I find Ernst Krenek's debut symphony interesting - it's about 30 minutes long and comprises of nine movements without a break. Because of its lay-out I can't help comparing it to Sibelius's 7th, especially bearing in mind that Krenek's pre-dates the gestation of Sibelius's 7th by a couple of years. Maybe the ambitious but inexperienced Krenek was trying to be too clever - certain similarities apart, the mature Sibelius work dwarfs it in virtually every respect. It has been suggested that Krenek may have had the structure of Beethoven's op 131 string quartet in mind.


----------



## Mahlerian

Weston said:


> I am with Ramako on this. Four is the right number of movements for a symphony. I wouldn't want to restrict composers, but I think sometimes they just write works and call them symphonies for lack of a better word. Three becomes more like an elaborate baroque concerto grosso, but I can still conceive of a symphony with three movements. Two is just a couple of linked ideas written roughly the same place and time. Five and you suddenly have a suite. These days I think we should abandon the word if we're going to deviate so far from the form. We should just give the works descriptive names and be done with it.

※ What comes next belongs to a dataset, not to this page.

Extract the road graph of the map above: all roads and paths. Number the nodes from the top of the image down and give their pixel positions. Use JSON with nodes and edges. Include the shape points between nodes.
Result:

This is nonsense. Are you saying that Beethoven's Pastoral is a suite? A suite is written in a completely different manner from a symphony. Suites are generally comprised of short, possibly non-developing movements of a light character. A symphony is a developmental work, usually with a first movement in sonata form or a variation thereon.

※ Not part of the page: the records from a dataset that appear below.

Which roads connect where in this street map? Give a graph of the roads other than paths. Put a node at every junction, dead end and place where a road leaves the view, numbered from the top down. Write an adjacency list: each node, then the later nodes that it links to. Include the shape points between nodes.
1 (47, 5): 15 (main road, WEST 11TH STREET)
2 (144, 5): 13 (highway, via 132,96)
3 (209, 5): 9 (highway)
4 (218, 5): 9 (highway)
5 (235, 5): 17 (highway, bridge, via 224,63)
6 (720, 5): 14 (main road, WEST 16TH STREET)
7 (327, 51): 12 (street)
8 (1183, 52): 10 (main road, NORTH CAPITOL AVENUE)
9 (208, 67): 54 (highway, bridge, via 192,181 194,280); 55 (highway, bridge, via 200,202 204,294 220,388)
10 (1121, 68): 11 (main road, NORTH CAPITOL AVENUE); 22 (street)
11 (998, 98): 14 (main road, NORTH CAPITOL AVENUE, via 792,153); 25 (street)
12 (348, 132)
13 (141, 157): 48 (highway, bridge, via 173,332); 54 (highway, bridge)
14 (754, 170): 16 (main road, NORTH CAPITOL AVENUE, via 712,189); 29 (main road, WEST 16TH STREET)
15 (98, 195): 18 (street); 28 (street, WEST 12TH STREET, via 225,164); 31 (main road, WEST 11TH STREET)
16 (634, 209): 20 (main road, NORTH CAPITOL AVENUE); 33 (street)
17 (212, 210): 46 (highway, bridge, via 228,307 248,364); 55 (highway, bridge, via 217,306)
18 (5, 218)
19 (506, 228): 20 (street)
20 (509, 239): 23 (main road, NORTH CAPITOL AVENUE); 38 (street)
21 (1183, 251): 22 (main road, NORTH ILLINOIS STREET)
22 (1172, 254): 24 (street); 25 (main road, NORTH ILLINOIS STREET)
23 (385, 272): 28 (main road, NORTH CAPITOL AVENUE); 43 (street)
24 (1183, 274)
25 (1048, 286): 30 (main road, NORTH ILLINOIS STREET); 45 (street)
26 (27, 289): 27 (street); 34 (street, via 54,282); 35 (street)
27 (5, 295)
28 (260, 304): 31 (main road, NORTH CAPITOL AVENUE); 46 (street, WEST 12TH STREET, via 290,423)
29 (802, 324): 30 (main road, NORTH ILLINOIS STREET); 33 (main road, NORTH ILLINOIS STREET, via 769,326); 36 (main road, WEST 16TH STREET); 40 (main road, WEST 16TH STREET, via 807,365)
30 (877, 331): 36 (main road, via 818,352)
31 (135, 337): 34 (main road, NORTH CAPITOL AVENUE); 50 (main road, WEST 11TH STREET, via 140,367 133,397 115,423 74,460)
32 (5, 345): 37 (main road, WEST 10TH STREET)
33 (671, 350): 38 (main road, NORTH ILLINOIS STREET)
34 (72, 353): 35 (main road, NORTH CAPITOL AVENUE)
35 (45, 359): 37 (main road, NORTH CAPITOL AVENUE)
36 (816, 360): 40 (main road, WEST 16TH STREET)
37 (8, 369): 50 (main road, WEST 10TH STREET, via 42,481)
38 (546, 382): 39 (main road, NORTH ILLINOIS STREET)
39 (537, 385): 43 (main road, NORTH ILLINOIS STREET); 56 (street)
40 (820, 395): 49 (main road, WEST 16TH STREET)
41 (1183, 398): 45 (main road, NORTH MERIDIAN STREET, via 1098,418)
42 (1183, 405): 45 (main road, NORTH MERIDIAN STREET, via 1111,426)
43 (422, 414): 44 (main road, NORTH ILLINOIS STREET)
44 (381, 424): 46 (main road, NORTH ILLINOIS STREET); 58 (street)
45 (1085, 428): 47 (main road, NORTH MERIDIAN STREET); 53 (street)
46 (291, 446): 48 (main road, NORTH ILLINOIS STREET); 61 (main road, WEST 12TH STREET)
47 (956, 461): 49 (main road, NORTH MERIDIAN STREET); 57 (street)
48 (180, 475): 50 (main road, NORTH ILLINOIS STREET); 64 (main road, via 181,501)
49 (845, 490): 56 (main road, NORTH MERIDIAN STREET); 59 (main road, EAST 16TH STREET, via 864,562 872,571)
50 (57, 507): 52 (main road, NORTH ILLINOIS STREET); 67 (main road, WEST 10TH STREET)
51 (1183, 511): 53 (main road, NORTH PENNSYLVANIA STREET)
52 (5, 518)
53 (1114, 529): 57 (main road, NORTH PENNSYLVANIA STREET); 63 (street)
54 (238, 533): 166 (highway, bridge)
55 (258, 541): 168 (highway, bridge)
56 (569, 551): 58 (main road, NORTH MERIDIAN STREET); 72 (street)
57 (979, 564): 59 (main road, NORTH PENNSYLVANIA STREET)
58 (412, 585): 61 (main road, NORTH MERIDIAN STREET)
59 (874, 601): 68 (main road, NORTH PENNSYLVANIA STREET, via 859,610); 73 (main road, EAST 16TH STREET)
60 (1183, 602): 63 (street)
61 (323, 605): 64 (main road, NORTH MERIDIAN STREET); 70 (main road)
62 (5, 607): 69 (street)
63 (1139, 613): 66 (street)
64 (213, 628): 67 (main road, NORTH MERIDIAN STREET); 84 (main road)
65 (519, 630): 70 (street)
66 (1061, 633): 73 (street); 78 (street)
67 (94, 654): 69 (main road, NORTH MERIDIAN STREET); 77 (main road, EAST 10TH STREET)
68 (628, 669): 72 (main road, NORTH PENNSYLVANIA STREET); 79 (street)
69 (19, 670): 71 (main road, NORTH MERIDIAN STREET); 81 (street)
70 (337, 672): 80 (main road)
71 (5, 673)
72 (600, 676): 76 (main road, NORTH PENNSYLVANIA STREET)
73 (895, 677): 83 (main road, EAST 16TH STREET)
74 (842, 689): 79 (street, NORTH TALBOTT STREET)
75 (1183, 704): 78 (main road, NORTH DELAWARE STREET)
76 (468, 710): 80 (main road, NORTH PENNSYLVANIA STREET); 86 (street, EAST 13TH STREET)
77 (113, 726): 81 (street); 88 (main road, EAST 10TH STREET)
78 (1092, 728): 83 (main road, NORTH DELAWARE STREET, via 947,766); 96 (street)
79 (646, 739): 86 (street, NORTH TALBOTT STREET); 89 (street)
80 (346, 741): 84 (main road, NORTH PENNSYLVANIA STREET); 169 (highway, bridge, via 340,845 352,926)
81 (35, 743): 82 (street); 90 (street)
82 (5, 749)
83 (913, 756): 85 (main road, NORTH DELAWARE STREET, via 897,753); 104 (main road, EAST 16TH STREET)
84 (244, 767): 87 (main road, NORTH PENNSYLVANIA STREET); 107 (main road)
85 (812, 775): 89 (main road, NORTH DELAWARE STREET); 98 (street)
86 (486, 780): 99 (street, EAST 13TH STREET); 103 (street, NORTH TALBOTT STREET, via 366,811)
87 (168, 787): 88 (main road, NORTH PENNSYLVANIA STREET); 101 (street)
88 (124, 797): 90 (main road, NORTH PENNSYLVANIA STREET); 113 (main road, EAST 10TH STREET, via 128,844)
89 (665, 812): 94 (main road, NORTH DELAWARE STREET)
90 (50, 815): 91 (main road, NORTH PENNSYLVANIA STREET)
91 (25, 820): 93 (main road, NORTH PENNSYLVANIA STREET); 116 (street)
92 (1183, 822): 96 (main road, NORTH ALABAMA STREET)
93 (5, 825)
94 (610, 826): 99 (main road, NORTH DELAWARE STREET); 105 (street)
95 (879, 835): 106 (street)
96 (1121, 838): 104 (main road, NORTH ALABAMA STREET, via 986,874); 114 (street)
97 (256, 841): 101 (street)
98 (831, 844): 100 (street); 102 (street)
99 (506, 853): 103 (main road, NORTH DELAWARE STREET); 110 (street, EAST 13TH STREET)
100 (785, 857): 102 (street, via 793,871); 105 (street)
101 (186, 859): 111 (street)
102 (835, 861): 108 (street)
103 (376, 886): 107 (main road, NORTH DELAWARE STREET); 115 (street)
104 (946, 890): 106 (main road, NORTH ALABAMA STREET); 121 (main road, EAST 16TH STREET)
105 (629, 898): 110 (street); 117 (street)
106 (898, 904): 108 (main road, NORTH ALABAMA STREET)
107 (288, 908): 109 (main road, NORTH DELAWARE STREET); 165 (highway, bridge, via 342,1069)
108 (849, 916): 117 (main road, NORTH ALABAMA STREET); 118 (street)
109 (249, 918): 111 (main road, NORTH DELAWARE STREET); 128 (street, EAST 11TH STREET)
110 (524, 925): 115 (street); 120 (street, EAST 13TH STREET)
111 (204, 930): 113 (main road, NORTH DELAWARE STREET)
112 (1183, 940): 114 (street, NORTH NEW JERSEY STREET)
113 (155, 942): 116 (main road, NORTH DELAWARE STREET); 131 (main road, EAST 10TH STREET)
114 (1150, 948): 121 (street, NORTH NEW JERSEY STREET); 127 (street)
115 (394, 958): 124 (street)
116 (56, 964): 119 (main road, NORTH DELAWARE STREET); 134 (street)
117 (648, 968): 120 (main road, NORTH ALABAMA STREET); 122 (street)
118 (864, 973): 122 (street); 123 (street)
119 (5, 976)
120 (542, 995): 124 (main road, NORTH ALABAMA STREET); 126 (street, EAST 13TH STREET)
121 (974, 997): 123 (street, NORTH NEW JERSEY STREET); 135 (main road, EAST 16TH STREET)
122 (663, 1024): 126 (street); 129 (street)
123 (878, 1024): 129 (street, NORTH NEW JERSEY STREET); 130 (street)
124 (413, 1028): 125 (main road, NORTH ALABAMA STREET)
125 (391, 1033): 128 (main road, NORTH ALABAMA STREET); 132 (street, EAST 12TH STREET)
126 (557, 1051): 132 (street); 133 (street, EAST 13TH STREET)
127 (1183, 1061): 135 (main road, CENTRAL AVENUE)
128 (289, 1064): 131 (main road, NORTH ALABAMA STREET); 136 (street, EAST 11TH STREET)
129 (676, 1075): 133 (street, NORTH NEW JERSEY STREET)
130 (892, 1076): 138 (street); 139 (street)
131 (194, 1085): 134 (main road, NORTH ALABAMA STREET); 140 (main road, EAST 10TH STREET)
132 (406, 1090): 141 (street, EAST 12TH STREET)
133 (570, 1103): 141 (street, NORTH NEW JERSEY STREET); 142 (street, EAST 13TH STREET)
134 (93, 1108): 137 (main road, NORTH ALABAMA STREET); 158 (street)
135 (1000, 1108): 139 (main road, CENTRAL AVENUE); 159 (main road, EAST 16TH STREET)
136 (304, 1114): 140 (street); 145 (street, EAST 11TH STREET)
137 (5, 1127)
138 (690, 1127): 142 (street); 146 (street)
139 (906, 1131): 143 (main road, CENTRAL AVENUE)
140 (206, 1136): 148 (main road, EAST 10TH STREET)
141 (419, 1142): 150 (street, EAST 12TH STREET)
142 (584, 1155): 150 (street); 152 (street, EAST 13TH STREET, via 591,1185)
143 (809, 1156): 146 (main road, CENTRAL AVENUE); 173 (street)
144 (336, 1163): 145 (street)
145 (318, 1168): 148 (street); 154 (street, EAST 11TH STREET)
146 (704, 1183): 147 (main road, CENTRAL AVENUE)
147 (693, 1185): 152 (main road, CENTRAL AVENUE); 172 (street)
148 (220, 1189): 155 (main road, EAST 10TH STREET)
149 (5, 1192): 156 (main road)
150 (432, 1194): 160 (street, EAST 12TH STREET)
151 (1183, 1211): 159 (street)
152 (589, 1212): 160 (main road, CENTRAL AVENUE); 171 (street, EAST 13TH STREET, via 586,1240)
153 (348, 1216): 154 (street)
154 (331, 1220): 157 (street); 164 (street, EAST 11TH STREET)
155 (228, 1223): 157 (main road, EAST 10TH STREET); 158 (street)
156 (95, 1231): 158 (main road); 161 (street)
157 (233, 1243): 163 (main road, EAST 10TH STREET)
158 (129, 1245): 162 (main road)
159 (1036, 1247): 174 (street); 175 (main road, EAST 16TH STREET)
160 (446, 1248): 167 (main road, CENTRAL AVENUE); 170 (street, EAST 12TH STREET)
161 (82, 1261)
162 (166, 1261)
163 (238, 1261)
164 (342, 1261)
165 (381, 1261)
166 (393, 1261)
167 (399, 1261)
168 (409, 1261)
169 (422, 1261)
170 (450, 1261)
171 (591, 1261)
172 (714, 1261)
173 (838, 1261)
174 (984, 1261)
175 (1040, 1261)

Mahler's 2nd symphony, in 5 movements, has a first movement in sonata form and a developmental character throughout.
Mahler's 8th symphony, in 2 movements, has a first movement in sonata form and a developmental character throughout.

They are symphonies.

Length also has nothing to do with it. There are some classical era symphonies that don't even last 10 minutes, but they still have a developmental character and a first movement in sonata form.


----------



## Novelette

Also Schumann's 4th in D Minor, the revised version. The first version was in the four movement format and commanded a smaller orchestra. The revised version heavily altered the existing movements, added another, and nearly doubled the number of instruments called for.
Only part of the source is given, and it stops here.